Hidden symmetries and Killing tensors on curved spaces

TL;DR

This paper explores higher order symmetries in curved spaces through Killing tensors and their relation to supersymmetries, revealing complex algebraic structures like superalgebras in specific geometries such as the Taub-NUT space.

Contribution

It uncovers the connection between Killing-Yano tensors and non-standard supersymmetries, and constructs an infinite dimensional superalgebra of Dirac operators on the Taub-NUT space.

Findings

Killing-Yano tensors generate Dirac type operators with rich algebraic structures.

An infinite dimensional superalgebra of Dirac operators is constructed for the Taub-NUT space.

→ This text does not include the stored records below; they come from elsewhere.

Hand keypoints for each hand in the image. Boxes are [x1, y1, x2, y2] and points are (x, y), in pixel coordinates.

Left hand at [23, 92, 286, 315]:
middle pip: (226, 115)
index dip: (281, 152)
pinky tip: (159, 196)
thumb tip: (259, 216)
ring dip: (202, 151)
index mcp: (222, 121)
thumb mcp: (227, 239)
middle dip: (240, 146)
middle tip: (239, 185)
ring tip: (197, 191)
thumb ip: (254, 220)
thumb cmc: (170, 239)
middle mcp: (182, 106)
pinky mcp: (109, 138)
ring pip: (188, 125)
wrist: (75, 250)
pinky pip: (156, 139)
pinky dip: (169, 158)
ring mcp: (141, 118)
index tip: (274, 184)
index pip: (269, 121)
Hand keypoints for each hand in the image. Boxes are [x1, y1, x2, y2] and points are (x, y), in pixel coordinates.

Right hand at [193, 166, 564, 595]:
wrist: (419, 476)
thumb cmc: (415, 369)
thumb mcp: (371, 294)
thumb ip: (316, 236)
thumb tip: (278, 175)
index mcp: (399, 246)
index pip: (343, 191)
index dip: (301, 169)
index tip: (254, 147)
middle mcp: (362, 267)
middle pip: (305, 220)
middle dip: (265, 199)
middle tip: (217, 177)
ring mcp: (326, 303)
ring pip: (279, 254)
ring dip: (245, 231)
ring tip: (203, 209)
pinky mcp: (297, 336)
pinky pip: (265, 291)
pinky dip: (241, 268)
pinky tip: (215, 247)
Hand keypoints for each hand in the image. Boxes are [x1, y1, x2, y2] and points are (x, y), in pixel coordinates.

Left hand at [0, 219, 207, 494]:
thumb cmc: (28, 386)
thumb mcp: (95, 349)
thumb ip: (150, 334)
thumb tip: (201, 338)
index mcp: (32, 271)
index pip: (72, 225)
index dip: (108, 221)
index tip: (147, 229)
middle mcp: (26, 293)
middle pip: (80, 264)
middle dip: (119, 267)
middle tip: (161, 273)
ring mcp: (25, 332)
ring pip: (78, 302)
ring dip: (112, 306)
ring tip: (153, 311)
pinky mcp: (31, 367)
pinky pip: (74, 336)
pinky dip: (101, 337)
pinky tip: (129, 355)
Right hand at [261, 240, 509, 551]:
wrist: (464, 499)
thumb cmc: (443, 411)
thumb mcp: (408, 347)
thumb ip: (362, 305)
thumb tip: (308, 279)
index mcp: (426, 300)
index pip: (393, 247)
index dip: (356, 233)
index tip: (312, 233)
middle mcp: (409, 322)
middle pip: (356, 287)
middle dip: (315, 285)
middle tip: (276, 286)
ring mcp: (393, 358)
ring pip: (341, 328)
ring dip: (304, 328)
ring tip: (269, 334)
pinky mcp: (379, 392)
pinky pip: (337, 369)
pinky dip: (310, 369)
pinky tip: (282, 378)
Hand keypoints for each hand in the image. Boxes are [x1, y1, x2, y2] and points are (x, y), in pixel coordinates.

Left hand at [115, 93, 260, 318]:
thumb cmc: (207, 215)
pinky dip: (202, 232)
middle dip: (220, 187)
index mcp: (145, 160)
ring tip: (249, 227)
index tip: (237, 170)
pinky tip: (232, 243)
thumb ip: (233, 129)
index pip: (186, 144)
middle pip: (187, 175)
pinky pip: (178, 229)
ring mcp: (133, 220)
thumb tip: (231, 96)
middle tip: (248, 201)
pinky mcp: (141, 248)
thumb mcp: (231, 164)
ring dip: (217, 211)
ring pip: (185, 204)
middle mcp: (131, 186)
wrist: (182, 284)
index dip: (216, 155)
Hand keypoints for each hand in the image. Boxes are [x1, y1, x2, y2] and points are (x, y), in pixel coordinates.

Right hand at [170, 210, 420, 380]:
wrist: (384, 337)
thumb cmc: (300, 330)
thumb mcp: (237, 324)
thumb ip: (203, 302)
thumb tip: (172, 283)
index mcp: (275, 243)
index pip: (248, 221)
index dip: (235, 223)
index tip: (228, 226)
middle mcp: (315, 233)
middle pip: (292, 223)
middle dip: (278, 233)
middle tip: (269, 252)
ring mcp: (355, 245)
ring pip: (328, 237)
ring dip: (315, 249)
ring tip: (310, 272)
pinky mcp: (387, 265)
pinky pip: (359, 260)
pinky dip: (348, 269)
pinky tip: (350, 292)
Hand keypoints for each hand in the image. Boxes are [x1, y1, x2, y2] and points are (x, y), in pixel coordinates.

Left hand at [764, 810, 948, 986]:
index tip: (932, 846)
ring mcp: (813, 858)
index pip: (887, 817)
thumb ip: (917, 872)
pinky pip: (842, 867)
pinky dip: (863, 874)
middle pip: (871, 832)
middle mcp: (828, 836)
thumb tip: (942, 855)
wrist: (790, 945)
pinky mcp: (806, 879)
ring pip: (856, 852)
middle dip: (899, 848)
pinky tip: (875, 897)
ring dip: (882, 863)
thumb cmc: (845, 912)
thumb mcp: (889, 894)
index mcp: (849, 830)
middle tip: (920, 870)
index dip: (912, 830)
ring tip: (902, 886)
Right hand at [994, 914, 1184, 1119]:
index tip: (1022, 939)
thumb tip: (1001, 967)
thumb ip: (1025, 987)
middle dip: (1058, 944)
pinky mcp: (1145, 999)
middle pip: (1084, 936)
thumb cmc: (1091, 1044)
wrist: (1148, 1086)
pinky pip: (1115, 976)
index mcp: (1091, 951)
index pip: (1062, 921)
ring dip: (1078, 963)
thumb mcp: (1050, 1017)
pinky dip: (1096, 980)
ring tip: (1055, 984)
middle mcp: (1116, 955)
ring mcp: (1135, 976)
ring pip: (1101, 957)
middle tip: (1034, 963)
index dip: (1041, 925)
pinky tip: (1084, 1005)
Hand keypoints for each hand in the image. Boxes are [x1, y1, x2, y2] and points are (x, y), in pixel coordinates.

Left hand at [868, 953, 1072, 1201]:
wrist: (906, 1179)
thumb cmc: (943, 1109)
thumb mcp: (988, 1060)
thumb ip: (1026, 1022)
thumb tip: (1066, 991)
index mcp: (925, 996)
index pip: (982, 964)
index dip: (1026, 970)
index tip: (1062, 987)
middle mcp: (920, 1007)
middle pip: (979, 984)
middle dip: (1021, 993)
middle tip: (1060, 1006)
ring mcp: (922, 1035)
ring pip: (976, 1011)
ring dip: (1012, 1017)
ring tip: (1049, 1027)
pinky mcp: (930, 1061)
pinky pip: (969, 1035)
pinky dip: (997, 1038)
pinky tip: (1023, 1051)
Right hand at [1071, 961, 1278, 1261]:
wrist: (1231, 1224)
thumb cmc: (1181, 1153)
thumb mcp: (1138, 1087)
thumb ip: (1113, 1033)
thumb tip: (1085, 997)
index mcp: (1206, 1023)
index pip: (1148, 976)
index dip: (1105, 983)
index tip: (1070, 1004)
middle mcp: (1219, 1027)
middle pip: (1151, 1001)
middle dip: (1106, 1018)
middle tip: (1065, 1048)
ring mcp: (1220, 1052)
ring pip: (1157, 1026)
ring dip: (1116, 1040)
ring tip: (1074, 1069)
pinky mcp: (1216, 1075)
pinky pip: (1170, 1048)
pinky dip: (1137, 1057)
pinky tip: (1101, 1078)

Existence of conformal Killing-Yano tensors is analyzed in spaces with mixed Sasakian structures.

Abstract

Higher order symmetries corresponding to Killing tensors are investigated. The intimate relation between Killing-Yano tensors and non-standard supersymmetries is pointed out. In the Dirac theory on curved spaces, Killing-Yano tensors generate Dirac type operators involved in interesting algebraic structures as dynamical algebras or even infinite dimensional algebras or superalgebras. The general results are applied to space-times which appear in modern studies. One presents the infinite dimensional superalgebra of Dirac type operators on the 4-dimensional Euclidean Taub-NUT space that can be seen as a twisted loop algebra. The existence of the conformal Killing-Yano tensors is investigated for some spaces with mixed Sasakian structures.